Exercise prompt: For the records that follow, please set down exactly the lines between the one holding "thumb ip: (289, 318)" and the one holding "thumb tip: (272, 442)", inclusive, and only those.

(Records from a data collection)

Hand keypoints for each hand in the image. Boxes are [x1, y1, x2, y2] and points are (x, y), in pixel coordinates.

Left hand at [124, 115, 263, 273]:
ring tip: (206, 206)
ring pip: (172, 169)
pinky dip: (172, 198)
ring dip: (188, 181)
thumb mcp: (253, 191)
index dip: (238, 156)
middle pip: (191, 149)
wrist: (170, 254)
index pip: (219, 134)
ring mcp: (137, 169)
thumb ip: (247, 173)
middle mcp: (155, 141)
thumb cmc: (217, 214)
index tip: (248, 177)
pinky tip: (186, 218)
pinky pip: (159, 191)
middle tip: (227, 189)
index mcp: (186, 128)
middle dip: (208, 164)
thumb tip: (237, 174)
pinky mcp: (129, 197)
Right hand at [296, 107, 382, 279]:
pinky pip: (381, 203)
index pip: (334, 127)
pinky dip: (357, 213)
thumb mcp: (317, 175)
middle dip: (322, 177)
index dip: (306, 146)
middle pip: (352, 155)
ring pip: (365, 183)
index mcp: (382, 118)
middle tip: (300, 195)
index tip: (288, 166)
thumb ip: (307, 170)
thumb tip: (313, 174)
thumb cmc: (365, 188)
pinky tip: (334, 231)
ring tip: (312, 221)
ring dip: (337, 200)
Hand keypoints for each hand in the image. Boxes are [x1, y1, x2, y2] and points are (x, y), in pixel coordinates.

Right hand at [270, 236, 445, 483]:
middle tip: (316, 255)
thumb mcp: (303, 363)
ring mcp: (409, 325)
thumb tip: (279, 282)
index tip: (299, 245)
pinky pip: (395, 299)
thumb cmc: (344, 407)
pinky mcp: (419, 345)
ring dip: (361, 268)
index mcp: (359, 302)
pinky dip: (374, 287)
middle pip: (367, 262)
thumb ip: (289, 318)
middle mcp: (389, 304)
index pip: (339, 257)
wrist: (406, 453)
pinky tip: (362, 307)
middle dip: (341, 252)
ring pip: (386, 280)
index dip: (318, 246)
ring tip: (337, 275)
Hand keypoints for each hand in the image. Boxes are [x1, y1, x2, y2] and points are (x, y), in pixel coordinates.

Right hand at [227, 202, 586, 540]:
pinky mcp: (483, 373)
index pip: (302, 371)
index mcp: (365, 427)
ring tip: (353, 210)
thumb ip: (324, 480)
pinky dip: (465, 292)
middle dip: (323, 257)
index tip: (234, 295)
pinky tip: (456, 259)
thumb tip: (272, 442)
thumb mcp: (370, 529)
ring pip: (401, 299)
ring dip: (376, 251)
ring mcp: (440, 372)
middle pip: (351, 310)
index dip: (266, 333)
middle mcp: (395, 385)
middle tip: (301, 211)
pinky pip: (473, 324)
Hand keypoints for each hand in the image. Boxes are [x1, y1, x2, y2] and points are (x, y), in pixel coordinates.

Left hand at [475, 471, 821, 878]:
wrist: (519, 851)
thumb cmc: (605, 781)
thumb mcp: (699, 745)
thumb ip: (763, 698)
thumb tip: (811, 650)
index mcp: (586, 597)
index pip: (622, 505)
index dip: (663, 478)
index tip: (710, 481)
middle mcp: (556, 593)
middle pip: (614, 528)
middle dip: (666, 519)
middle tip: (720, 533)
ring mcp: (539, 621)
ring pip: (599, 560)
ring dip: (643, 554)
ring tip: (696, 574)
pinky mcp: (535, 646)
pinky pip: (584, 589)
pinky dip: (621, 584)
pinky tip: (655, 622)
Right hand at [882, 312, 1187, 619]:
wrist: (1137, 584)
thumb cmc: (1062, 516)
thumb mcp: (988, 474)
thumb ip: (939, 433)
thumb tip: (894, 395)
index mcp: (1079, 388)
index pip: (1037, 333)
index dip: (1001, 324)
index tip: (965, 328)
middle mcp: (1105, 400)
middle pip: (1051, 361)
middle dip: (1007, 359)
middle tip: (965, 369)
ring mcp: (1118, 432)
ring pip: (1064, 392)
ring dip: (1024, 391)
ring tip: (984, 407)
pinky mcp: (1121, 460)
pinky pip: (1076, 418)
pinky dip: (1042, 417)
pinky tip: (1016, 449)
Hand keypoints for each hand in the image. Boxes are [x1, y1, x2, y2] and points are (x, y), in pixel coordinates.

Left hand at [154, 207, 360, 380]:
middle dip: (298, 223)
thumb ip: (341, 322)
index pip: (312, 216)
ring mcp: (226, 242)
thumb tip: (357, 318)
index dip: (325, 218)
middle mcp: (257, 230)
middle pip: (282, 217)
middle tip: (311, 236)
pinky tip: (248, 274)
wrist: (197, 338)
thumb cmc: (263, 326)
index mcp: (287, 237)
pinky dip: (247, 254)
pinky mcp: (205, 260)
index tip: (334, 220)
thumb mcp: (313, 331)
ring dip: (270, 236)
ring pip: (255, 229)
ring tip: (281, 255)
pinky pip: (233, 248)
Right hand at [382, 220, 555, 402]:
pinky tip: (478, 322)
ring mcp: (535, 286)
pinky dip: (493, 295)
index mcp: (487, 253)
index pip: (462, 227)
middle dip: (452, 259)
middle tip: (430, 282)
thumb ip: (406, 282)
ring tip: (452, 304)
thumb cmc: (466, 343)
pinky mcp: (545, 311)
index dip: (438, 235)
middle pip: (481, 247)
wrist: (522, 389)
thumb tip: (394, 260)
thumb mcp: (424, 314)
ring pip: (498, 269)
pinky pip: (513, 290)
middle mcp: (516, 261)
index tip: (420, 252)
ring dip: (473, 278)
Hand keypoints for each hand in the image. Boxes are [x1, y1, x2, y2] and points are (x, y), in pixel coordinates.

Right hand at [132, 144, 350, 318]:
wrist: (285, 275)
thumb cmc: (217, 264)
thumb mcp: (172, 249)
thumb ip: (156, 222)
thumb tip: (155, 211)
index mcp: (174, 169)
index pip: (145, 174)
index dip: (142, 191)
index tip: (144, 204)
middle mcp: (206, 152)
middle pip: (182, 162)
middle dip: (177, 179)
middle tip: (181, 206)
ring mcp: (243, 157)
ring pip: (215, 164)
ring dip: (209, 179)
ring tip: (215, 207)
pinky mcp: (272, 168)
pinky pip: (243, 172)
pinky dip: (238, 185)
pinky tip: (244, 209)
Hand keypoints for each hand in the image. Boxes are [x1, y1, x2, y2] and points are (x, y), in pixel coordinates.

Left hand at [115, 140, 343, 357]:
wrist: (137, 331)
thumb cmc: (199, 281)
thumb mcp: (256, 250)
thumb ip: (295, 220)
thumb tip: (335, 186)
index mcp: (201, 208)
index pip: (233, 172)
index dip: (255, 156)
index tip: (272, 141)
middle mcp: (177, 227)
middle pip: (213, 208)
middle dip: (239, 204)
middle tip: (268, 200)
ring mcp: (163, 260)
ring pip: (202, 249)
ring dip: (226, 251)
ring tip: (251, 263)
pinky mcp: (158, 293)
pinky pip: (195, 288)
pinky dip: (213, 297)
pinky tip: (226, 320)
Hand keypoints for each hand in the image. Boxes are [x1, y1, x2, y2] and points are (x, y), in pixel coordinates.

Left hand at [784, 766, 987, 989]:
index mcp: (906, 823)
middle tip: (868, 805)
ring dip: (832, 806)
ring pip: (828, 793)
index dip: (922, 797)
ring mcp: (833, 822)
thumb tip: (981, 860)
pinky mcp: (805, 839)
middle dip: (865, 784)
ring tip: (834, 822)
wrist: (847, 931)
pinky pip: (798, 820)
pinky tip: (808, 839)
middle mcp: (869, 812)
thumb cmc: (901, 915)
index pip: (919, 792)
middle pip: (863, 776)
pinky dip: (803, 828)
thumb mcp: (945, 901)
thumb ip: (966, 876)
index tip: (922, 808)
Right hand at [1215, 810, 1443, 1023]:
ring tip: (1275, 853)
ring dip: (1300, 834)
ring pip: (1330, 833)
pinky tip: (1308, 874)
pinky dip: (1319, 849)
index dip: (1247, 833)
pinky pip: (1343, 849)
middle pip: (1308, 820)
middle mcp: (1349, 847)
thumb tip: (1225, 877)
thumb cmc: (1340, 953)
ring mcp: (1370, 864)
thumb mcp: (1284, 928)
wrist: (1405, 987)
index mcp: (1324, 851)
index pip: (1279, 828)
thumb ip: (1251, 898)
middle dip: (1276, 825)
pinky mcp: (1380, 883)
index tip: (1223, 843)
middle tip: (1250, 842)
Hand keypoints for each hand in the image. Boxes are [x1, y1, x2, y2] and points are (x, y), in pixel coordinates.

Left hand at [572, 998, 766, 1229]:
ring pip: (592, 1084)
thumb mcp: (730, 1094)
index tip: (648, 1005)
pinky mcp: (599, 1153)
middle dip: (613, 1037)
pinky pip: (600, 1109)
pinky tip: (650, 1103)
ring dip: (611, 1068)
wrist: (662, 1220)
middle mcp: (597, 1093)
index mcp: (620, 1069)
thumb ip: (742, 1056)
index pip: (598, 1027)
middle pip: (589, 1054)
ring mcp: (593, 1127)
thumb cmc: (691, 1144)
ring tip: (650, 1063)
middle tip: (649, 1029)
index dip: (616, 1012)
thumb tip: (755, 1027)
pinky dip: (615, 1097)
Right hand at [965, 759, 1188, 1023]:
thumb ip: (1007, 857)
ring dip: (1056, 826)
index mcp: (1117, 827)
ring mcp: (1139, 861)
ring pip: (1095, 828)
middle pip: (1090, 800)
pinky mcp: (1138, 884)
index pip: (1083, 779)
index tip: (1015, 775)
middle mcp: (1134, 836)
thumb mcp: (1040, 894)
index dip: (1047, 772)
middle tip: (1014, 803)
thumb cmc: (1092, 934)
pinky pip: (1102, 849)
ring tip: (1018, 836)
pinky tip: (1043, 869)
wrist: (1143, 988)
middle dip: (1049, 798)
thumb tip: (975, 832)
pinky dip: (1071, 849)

Exercise solution:
thumb ip: (289, 318)
middle mcp: (389, 304)
index pip: (339, 257)
wrist: (406, 453)
pinky tip: (362, 307)
middle dip: (341, 252)
ring pip: (386, 280)
index dip: (318, 246)
ring tip: (337, 275)
Hand keypoints for each hand in the image. Boxes are [x1, y1, x2, y2] and points are (x, y), in pixel coordinates.

Right hand at [227, 202, 586, 540]:
pinky mcp: (483, 373)
index pip: (302, 371)
index mcp: (365, 427)
ring tip: (353, 210)
thumb ip: (324, 480)
pinky dip: (465, 292)
middle dip: (323, 257)
index tip: (234, 295)
pinky tip: (456, 259)
thumb tip: (272, 442)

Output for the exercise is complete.